Exercise goal | Which lines of the records below contain the word "dead"? Report each of them in full.

Extracted records
- - - - -
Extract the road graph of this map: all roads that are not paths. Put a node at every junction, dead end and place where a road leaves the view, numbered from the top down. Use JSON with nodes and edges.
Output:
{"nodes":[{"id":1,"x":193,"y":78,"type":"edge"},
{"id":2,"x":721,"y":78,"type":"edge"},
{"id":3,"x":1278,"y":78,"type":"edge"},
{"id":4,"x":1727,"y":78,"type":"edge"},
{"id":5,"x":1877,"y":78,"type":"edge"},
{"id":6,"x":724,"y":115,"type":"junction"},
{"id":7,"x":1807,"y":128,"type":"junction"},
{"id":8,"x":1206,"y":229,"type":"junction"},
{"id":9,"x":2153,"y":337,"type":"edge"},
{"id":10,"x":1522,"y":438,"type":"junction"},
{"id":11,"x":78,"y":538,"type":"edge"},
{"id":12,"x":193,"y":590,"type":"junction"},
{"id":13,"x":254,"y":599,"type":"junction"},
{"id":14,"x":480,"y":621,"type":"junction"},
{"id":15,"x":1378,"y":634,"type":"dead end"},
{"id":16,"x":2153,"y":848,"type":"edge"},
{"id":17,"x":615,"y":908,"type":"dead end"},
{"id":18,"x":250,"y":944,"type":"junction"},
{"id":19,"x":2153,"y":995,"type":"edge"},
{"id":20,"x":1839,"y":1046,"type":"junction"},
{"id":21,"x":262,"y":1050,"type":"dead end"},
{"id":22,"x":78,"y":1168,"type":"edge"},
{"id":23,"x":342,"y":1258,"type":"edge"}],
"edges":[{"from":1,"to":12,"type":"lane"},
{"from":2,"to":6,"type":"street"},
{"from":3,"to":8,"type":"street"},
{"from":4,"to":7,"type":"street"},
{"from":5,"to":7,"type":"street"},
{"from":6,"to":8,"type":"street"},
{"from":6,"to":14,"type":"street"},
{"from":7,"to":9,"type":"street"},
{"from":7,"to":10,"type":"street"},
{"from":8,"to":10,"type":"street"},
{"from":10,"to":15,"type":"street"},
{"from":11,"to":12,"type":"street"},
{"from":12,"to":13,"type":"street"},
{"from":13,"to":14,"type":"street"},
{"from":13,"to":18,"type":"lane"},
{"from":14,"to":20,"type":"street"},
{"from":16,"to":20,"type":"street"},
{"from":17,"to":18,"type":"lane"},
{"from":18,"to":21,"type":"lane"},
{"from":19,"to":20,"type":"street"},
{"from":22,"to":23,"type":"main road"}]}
- - - - -
Exercise output |
Extract the road graph of this map: all roads that are not paths. Put a node at every junction, dead end and place where a road leaves the view, numbered from the top down. Use JSON with nodes and edges.
{"id":15,"x":1378,"y":634,"type":"dead end"},
{"id":17,"x":615,"y":908,"type":"dead end"},
{"id":21,"x":262,"y":1050,"type":"dead end"},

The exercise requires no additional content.